*** Material for this exercise ***
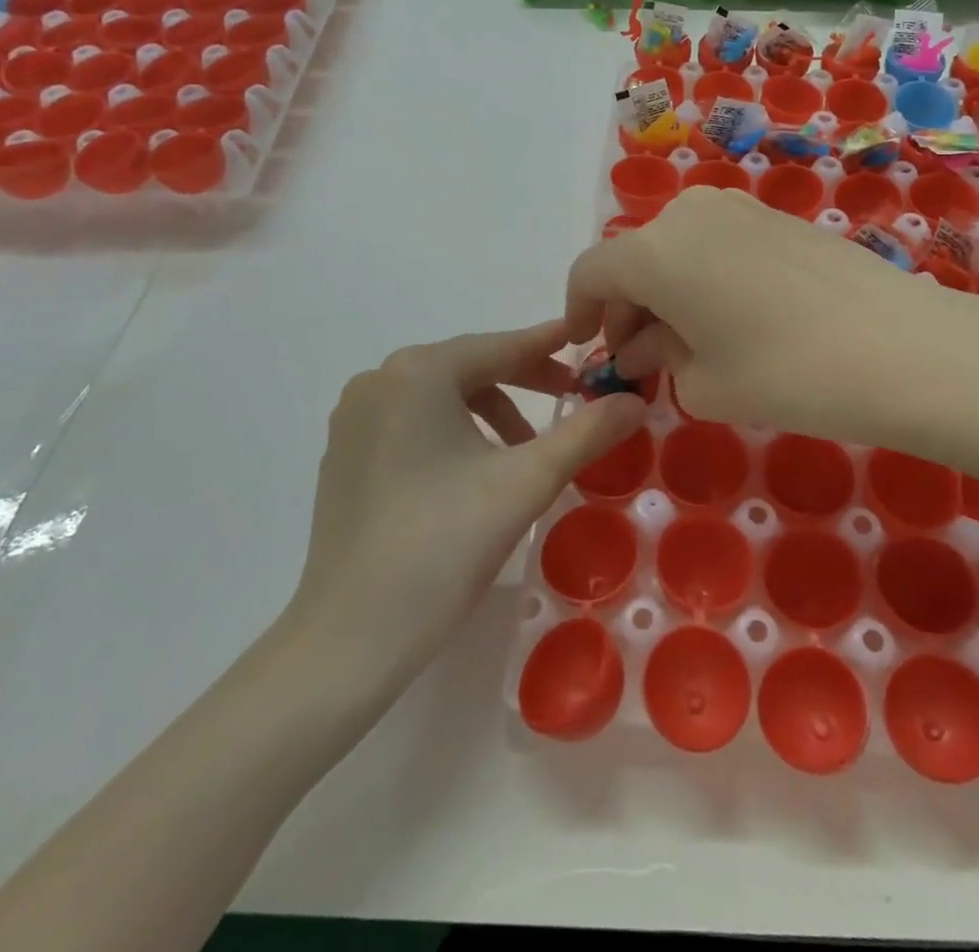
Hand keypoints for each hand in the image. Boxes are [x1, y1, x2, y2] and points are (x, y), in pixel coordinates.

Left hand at [290, 320, 647, 687]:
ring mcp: (354, 418)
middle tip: (572, 399)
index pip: (500, 347)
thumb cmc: (443, 546)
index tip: (588, 340)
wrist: (349, 639)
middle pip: (470, 368)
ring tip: (524, 452)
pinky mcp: (344, 454)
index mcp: (418, 373)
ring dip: (491, 411)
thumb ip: (587, 433)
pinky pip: (413, 421)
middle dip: (525, 382)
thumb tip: (634, 401)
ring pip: (441, 396)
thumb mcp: (527, 482)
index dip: (550, 346)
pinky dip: (454, 431)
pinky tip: (475, 472)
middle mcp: (379, 380)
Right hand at [565, 186, 958, 440]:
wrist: (899, 345)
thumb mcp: (704, 382)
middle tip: (642, 358)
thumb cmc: (785, 372)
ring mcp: (736, 207)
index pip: (591, 272)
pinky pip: (715, 242)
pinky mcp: (775, 215)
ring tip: (689, 343)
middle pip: (634, 258)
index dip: (579, 311)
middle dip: (627, 308)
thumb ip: (657, 357)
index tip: (589, 348)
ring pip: (676, 248)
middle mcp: (687, 213)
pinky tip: (731, 318)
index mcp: (654, 250)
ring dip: (666, 292)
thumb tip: (640, 345)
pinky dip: (703, 276)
*** End of Material for this exercise ***
[Work to complete]
Print the listing again exactly as it appears, except for the pictures, which stay out.

[Solution to this problem]
Hand keypoints for each hand in the image. Boxes are [x1, y1, x2, y2] and points are (x, y), in pixel coordinates.

Left hand at [290, 320, 647, 687]:
ring mcp: (354, 418)
middle tip: (572, 399)
index pip: (500, 347)
thumb cmc: (443, 546)
index tip: (588, 340)
wrist: (349, 639)
middle pip: (470, 368)
ring tip: (524, 452)
pinky mcp: (344, 454)
index mcp: (418, 373)
ring dip: (491, 411)
thumb ip: (587, 433)
pinky pip: (413, 421)
middle dip: (525, 382)
thumb tip: (634, 401)
ring pip: (441, 396)
thumb mcp: (527, 482)
index dip: (550, 346)
pinky dip: (454, 431)
pinky tip: (475, 472)
middle mcp: (379, 380)
Right hand at [565, 186, 958, 440]:
wrist: (899, 345)
thumb mcp: (704, 382)
middle tip: (642, 358)
thumb cmc: (785, 372)
ring mcp: (736, 207)
index pip: (591, 272)
pinky pip: (715, 242)
pinky mcp: (775, 215)
ring tip: (689, 343)
middle pip: (634, 258)
index dip: (579, 311)
middle dip: (627, 308)
thumb ip: (657, 357)
index tip: (589, 348)
ring pip: (676, 248)
middle mcp: (687, 213)
pinky tip: (731, 318)
index mcp: (654, 250)
ring dip: (666, 292)
thumb tip: (640, 345)
pinky dip: (703, 276)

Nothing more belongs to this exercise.